SUPPLIED DATA >>

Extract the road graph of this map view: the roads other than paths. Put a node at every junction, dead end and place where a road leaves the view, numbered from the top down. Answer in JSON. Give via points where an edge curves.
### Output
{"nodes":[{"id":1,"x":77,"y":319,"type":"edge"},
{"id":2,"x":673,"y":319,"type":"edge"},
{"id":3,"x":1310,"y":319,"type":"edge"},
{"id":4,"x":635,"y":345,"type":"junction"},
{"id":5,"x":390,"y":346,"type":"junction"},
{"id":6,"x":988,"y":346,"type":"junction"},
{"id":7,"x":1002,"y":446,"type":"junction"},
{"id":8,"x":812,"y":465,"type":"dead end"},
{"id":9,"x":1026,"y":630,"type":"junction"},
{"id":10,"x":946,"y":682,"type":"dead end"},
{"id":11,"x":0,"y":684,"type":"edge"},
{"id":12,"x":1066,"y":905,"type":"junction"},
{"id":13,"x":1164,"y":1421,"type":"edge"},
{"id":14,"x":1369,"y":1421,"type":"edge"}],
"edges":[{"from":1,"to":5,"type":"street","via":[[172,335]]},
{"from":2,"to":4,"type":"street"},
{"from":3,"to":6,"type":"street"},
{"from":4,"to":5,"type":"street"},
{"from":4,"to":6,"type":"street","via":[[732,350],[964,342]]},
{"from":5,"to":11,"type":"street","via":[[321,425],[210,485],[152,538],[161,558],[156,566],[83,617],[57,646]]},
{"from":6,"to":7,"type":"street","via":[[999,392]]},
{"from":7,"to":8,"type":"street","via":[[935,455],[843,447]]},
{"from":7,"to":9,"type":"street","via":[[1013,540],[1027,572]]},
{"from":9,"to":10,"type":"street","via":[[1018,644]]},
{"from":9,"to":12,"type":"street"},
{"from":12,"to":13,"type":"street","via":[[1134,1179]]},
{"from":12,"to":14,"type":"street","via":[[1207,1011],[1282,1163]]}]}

INSTRUCTIONS TO FOLLOW >> Copy each line in the data that holds the word "junction".

WRITTEN ANSWER >>
Extract the road graph of this map view: the roads other than paths. Put a node at every junction, dead end and place where a road leaves the view, numbered from the top down. Answer in JSON. Give via points where an edge curves.
{"id":4,"x":635,"y":345,"type":"junction"},
{"id":5,"x":390,"y":346,"type":"junction"},
{"id":6,"x":988,"y":346,"type":"junction"},
{"id":7,"x":1002,"y":446,"type":"junction"},
{"id":9,"x":1026,"y":630,"type":"junction"},
{"id":12,"x":1066,"y":905,"type":"junction"},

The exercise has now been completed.